----- Input for this task -----

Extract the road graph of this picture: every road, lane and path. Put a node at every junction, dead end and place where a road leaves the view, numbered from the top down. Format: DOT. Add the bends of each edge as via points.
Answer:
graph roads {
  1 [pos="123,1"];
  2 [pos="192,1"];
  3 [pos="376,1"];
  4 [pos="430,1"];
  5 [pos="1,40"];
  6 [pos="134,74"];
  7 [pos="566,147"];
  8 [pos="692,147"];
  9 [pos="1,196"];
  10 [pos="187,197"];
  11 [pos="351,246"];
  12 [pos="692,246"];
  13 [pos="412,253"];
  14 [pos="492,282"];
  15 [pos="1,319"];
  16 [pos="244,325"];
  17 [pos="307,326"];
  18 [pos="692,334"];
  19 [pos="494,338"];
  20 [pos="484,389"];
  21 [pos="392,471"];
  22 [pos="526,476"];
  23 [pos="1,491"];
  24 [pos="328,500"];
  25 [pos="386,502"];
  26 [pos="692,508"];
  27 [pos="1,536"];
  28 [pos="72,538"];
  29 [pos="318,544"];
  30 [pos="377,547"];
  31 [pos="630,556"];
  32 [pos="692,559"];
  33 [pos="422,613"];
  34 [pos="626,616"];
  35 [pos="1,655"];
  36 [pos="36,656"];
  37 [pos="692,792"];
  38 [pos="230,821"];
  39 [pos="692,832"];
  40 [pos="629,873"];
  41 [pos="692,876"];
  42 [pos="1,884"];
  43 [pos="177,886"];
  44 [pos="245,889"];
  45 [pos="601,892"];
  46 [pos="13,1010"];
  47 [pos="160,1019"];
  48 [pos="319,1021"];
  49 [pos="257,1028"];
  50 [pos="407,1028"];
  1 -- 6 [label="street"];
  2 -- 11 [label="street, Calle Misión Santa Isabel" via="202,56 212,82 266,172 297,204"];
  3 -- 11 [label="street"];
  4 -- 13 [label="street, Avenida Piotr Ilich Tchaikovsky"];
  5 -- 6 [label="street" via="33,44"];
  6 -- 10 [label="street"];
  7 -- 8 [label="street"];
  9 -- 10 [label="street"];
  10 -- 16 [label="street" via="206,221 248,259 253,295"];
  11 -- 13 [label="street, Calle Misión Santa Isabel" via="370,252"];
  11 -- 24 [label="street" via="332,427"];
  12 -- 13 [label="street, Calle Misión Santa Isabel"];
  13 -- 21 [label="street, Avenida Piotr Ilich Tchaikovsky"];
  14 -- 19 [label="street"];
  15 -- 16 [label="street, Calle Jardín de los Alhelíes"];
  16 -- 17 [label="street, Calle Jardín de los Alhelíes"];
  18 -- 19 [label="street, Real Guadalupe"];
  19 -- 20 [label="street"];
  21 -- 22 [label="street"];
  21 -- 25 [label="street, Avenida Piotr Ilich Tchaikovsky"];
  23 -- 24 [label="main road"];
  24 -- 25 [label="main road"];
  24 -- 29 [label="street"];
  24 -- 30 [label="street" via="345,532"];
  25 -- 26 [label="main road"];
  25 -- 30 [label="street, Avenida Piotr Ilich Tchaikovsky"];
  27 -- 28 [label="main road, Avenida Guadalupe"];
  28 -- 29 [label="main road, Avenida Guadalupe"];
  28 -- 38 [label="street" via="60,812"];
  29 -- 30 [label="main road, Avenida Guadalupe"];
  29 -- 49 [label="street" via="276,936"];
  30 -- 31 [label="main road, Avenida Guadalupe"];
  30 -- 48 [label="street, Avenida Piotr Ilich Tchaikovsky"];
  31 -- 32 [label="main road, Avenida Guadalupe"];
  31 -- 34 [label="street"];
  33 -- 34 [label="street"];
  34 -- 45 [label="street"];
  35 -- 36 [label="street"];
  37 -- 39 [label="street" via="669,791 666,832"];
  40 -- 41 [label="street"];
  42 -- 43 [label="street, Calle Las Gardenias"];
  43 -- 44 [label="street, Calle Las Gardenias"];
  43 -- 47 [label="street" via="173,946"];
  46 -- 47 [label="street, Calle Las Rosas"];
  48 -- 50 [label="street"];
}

-----
----- Input for this task -----

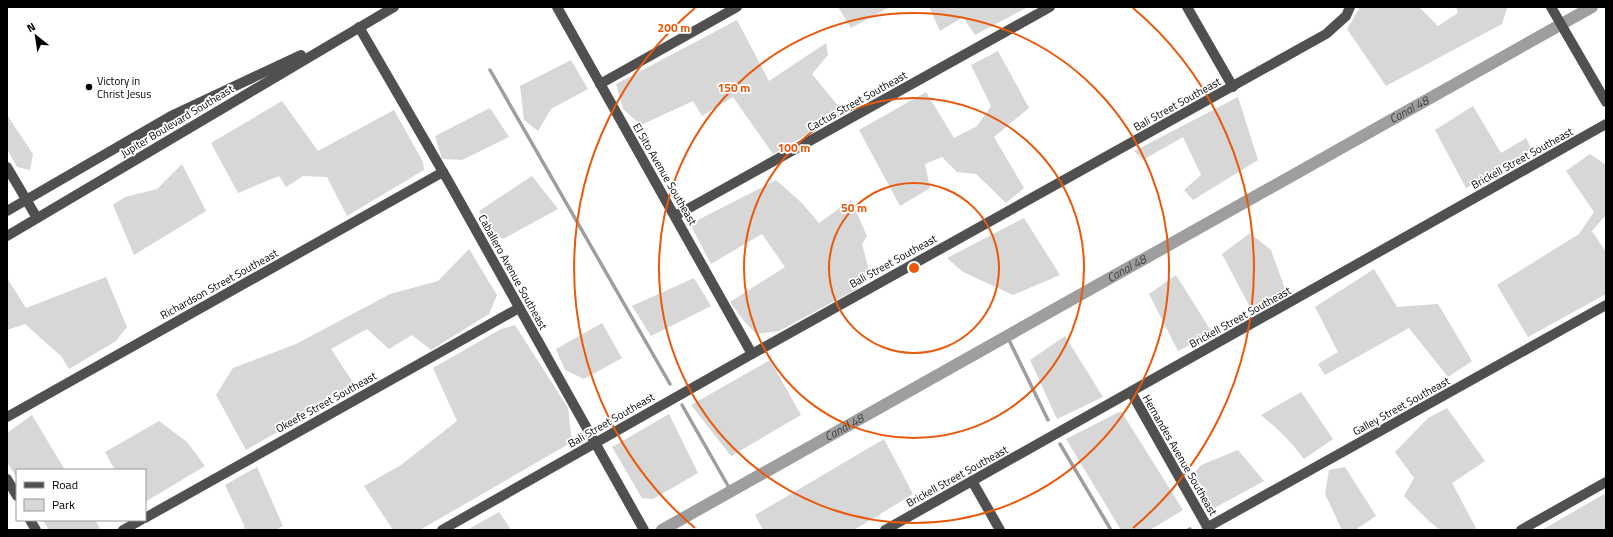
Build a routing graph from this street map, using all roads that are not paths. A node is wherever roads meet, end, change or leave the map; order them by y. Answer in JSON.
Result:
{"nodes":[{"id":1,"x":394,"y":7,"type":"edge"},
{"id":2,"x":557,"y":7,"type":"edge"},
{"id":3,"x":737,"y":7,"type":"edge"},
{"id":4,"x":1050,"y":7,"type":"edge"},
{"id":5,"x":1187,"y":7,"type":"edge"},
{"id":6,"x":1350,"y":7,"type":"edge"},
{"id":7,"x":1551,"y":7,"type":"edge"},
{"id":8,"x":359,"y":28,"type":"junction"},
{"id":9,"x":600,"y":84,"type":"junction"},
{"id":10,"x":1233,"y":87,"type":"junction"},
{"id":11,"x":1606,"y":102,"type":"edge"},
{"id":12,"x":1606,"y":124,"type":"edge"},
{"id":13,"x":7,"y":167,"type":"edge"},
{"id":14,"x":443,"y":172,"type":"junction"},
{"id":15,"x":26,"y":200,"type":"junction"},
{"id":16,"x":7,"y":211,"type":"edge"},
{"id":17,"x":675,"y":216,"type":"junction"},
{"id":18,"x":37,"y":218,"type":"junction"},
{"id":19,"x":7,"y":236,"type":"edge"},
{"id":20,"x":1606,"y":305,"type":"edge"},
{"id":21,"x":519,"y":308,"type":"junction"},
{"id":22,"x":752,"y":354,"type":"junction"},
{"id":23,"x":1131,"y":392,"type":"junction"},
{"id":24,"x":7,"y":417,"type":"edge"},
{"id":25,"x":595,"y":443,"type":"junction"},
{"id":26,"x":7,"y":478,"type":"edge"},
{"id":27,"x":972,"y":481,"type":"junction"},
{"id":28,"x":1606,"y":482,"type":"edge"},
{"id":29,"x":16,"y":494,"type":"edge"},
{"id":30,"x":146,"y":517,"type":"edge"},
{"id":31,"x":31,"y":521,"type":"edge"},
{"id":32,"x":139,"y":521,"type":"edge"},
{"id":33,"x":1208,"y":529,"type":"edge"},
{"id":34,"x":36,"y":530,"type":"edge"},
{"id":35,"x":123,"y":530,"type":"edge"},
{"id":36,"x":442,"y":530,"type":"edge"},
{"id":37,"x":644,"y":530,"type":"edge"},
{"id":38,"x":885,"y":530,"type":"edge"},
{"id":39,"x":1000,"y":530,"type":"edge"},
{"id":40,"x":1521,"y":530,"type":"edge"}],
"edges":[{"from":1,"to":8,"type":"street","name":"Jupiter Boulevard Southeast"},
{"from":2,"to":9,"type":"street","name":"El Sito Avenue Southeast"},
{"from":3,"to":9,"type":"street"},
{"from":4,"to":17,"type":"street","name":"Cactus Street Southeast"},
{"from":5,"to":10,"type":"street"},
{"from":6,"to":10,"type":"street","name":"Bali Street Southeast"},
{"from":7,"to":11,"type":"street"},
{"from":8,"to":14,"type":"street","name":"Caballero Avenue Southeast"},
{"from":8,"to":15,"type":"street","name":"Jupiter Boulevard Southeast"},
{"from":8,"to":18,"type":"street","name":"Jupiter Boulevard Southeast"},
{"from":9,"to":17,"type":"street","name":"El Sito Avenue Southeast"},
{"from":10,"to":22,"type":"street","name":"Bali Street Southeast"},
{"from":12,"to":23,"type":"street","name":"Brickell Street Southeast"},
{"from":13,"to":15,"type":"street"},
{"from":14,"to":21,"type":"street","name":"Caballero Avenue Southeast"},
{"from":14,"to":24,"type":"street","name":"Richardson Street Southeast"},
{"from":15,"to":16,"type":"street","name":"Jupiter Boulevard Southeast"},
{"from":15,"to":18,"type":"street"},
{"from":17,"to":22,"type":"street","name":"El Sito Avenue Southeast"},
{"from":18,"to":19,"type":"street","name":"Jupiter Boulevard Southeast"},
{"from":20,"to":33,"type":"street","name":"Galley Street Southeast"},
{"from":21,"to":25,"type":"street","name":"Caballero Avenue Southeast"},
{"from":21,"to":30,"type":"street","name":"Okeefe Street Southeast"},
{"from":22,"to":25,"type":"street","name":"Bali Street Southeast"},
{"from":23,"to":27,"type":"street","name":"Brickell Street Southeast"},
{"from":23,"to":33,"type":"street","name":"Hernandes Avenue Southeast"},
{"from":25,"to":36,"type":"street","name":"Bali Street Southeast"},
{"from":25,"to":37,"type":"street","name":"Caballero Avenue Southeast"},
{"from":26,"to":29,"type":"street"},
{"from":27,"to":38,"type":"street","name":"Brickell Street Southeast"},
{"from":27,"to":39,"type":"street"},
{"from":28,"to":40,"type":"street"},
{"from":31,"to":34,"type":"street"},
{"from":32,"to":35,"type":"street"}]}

-----

Which lines in the records contain the word "Answer"? Copy each one.

Answer:
Build a routing graph from this street map, using all roads that are not paths. A node is wherever roads meet, end, change or leave the map; order them by y. Answer in JSON.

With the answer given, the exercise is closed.